[FILM]
Scen.: Daisuke Ito. F.: Hiromitsu Karasawa. Int.: Ryunosuke Tsukigata (Raizaburo Totoki), Hiroshi Kaneko (Nagasone), Misao Seki (Osuga), Kanji Ishii (Tanomo), Miharu Ito (Suginokata), Jinichi Amano (Sagenta), Dennosuke Ichikawa (Yamamuro), Shimao Hyakusaki (Kawachi), Haruo Okazaki (Bunsaku) 35mm
È una delle opere più importanti e influenti di Ito. Tagliente ‘film di tendenza’ (keiko-eiga), sfidò la censura sempre più rigida del primo periodo Showa mettendo in scena un ronin che si schiera con il proletariato durante una rivolta contadina. Il critico Akira Iwasaki sottolineò l’influenza dei classici del muto francese La Roue (Abel Gance, 1921) e Kean (Alexandre Volkoff, 1924), osservando come Ito fosse a conoscenza della teoria cinematografica sovietica, sebbene i film sovietici non fossero stati ancora distribuiti in Giappone. Quando l’anno successivo venne proiettato Tempeste sull’Asia (Vsevolod Pudovkin, 1928), il pubblico vi colse somiglianze sorprendenti.

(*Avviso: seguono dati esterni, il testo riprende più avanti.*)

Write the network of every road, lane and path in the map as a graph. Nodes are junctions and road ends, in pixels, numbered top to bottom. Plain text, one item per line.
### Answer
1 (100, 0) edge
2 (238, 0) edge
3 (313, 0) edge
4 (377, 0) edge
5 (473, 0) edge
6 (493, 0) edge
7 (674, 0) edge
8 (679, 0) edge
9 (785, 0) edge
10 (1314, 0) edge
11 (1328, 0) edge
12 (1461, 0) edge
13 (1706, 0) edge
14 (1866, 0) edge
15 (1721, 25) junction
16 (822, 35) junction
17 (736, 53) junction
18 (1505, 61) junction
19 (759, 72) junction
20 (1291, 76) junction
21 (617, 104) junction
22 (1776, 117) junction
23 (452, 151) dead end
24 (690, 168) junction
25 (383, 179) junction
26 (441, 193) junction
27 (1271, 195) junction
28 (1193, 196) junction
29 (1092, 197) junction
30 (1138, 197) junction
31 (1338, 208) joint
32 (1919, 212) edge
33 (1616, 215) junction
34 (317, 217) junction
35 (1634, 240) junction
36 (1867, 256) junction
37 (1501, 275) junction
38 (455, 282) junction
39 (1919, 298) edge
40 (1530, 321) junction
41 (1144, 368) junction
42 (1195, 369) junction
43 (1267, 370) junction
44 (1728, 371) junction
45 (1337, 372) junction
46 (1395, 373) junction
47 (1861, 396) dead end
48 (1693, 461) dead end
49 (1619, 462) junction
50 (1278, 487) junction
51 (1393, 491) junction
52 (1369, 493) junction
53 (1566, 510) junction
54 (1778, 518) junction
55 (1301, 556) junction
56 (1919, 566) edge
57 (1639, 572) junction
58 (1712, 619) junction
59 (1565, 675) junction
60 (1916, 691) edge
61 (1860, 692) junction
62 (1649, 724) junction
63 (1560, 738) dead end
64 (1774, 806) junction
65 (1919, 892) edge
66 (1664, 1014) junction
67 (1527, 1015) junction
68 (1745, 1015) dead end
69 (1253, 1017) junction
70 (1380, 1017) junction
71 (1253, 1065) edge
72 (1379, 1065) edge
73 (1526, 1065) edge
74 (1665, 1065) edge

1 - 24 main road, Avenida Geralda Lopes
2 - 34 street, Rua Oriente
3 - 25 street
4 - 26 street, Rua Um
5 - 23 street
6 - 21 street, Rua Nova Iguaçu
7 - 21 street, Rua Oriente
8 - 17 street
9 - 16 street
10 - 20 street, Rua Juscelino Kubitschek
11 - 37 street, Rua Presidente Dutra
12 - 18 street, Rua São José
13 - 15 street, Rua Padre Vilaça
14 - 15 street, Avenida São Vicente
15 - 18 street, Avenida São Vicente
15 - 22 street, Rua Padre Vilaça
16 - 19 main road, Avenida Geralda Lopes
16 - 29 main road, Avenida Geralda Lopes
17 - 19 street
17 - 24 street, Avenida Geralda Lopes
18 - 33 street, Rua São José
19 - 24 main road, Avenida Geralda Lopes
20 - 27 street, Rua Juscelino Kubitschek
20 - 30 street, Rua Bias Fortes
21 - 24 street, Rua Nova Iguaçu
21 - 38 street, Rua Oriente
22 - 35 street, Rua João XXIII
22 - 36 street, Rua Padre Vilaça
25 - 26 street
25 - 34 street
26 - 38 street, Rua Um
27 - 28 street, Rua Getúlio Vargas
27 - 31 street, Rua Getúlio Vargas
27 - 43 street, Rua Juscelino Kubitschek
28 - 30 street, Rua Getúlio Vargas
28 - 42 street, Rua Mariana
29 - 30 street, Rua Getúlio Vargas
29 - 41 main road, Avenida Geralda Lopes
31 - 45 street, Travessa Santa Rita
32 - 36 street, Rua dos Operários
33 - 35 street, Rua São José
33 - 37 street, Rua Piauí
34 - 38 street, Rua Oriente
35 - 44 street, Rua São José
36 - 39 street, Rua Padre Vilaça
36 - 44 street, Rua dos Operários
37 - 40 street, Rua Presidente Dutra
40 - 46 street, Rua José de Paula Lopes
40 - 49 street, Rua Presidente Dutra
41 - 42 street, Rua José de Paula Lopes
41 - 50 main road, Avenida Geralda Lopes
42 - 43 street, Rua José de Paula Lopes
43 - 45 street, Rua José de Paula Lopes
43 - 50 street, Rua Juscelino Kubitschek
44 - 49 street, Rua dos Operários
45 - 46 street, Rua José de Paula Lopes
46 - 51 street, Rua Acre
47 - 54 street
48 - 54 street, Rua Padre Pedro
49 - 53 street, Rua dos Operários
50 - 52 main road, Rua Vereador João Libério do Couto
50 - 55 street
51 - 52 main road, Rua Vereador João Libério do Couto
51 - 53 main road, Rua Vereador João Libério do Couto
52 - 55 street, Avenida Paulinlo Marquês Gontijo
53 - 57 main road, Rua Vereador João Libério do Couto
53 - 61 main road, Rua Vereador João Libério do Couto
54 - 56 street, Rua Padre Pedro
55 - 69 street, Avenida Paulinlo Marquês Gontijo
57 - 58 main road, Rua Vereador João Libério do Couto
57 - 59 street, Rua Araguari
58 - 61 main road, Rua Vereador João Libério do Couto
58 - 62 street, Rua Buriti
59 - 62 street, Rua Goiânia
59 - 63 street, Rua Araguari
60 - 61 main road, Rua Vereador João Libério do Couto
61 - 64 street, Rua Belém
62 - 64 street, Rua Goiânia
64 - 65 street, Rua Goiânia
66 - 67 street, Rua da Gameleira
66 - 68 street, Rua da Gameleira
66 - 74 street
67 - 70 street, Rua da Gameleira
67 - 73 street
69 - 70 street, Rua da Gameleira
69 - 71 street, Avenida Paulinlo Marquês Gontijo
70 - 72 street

Tadashi Iijima lodò Ito per aver “conquistato il film in costume con la sua moderna rapidità” e per la finezza psicologica e la ricchezza ideologica dell’opera. Il film avrebbe inoltre influenzato la coscienza di classe dei Sette samurai (1954) di Akira Kurosawa.
Come molti muti giapponesi, Zanjin zanbaken sopravvive purtroppo solo in forma incompleta; la copia esistente è una versione condensata, ingrandita a partire da un 9,5mm prodotto per il mercato domestico. Il materiale superstite mostra tuttavia il talento di Ito nel coreografare l’azione e nel dare vita a frenetici movimenti di macchina, lasciando però intravedere con struggente efficacia la grandezza perduta dell’opera.